EXERCISE DIRECTIONS: State how many lines in the listing below hold "leave", with no other words.

= Beginning of Section =

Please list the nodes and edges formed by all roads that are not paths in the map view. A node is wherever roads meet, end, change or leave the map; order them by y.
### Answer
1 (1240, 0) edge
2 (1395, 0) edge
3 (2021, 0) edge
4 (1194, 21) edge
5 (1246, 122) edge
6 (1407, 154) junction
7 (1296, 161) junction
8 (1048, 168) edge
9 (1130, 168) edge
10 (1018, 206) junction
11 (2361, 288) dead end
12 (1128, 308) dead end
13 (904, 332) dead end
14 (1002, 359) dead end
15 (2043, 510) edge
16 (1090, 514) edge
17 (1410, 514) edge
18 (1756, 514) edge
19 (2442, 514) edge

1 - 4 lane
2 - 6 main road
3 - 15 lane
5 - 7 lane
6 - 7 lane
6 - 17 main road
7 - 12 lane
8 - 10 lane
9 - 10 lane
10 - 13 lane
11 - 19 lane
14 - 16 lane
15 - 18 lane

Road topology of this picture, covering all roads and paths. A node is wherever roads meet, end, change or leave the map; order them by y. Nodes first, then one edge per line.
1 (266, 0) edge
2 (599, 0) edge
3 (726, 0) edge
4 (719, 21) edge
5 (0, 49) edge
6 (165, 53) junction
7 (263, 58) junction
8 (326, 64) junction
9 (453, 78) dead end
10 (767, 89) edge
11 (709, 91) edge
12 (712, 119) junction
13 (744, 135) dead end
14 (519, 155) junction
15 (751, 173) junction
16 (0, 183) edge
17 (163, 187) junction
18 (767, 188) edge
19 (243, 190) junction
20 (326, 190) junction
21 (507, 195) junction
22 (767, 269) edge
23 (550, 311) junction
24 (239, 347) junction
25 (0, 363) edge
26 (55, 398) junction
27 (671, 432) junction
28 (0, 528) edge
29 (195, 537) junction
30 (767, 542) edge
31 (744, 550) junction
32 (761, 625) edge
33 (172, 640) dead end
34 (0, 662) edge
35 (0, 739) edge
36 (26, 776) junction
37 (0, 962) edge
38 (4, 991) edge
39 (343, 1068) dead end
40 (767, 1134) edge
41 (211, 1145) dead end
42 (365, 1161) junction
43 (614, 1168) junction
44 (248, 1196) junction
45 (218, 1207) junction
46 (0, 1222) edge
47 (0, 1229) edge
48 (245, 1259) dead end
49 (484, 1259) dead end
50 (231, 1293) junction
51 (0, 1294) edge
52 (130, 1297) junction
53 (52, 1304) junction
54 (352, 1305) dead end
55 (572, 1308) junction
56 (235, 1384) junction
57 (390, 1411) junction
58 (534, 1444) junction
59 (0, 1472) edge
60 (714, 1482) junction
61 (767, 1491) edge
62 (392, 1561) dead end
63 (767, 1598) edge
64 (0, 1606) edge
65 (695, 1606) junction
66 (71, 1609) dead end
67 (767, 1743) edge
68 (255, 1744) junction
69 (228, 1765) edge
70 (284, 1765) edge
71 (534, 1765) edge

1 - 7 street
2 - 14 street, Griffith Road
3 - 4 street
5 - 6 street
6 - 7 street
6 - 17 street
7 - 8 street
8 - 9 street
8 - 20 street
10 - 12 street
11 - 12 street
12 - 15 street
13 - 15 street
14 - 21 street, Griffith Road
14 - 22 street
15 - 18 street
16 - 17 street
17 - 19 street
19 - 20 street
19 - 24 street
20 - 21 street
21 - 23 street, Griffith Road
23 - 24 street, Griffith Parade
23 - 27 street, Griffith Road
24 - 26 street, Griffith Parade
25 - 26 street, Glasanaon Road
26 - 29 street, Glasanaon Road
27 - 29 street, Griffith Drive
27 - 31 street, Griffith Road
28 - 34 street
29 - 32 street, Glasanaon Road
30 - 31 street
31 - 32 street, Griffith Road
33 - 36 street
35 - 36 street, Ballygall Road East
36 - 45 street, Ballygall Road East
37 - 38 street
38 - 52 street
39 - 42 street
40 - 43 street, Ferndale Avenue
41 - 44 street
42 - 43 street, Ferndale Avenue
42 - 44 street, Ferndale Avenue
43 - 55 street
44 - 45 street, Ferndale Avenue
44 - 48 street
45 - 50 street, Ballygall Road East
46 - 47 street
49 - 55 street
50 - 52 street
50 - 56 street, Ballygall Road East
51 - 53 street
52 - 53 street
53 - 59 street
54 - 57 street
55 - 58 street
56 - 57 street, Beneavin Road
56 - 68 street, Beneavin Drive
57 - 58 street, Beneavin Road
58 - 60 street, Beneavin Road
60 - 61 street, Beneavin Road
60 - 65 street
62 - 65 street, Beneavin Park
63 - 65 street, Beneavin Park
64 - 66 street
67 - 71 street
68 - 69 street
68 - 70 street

= End of Section =

COMPLETED TASK: 2